Ann była w takim szoku, że nie była w stanie wydobyć z siebie ani słowa. Jedyne, co zrobiła, to przywaliła mu z liścia za pomocą swojej magii, po czym wyszła.
- Ann? Ann, z-zaczekaj...! - Alphys ruszyła za nią razem z Undyne.
- Wy też już stąd spadajcie... Zanim zrobię się niemiły i wam coś zrobię - Del-2 odwrócił się od nich. - Jasne?!
Impact chciał podejść do niego i coś mu powiedzieć, ale Papyrus go zatrzymał.
- Chodźmy stąd... Proszę...
Niechętnie, ale Imapct posłuchał go w końcu i razem wyszli.
*
Gdy byli już na zewnątrz, zauważyli Ann stojącą z boku. Podeszli do niej i spytali:
- Ann... Wszystko okej? Posłuchaj, ja-
- On nie jest taki... - powiedziała. - Ten Iseri... Musiał coś mu zrobić.
- ???
- Posłuchaj... To naprawdę nie brzmi jak on. Musi być jakiś sposób by odwrócić... cokolwiek tamten mu zrobił.
- Wiem... Tylko co?
- Nie wiem... - westchnęła. - Nie mam pojęcia... Potrzebuję chwilę pobyć sama...
- Rozumiem... Może Papyrus zawiezie cię do domu? - zaproponował Impact.
- Dzięki... Ale chyba się przejdę... Potrzebuję świeżego powietrza...
- Oki doki...! To... My już też pojedziemy... - Papyrus powoli poszedł do swojego auta. Impact wiedział doskonale, że był zaniepokojony dzisiejszą sytuacją... - Alphys i Undyne już pojechały... My też już chodźmy.
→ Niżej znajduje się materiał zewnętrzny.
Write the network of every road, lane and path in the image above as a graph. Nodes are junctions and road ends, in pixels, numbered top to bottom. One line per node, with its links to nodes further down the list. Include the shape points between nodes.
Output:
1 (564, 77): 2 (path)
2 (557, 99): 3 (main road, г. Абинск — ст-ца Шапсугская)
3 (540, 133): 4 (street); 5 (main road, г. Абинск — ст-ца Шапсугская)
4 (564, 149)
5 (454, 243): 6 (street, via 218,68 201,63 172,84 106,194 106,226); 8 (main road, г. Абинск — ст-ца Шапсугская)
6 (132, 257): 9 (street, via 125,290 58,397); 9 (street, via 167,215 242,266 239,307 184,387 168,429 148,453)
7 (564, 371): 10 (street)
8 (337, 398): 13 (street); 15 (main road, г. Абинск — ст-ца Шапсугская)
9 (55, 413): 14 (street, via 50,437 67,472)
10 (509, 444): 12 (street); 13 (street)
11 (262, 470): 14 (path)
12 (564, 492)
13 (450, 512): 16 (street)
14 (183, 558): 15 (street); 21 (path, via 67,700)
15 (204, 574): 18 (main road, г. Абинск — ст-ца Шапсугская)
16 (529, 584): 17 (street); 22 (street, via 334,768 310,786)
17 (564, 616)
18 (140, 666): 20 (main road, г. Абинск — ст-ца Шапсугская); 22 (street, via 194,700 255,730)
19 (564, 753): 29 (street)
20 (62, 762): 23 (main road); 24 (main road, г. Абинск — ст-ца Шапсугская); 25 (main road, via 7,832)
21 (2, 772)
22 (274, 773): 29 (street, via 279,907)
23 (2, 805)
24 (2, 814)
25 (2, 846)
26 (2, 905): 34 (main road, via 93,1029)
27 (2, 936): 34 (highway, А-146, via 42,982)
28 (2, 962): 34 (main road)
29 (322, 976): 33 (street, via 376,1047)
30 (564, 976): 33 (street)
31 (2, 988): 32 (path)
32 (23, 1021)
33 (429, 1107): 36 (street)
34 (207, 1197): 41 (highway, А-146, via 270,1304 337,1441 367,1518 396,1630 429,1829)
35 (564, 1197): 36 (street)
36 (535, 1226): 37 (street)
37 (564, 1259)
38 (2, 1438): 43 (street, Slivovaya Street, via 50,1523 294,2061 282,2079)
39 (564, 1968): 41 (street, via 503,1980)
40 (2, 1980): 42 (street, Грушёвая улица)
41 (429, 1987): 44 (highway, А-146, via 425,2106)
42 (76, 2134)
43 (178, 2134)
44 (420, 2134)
- No dobrze... - wsiadł do auta. Odjeżdżając, widział Ann idącą chodnikiem, z pochyloną głową.
Chciał jej jakoś pomóc, jakoś ją pocieszyć... Ale nie wiedział jak.
*
- Hej... wszystko okej? - zapytał Sans, gdy wrócili do domu. - Hej, co to za miny...? Coś się stało?
- W pewnym sensie... - Impact usiadł na kanapie i zdjął z siebie marynarkę, którą nadal miał na sobie, po czym razem z Papyrusem opowiedział mu, co się stało.
Gdy skończyli, Sans nie był w stanie ukryć zaskoczenia.
- Zaraz... Ten cały koleś nie dość, że dowodzi tej grupie, nie dość, że kradnie moce, to jeszcze coś zrobił Del-2? Co za sk... Ja normalnie... - widzieli, jak jego lewe oko zaczyna świecić.
- Sans, odpuść...! - Papyrus go uspokoił. - Nie wiemy gdzie teraz jest, a lepiej nie działać pochopnie... Sam to mówiłeś.
- Wiem, ale... Cholera...
- Musimy zastanowić się co zrobić... Ale później - Impact wstał i westchnął. - Mi już wystarczy jak na jeden dzień.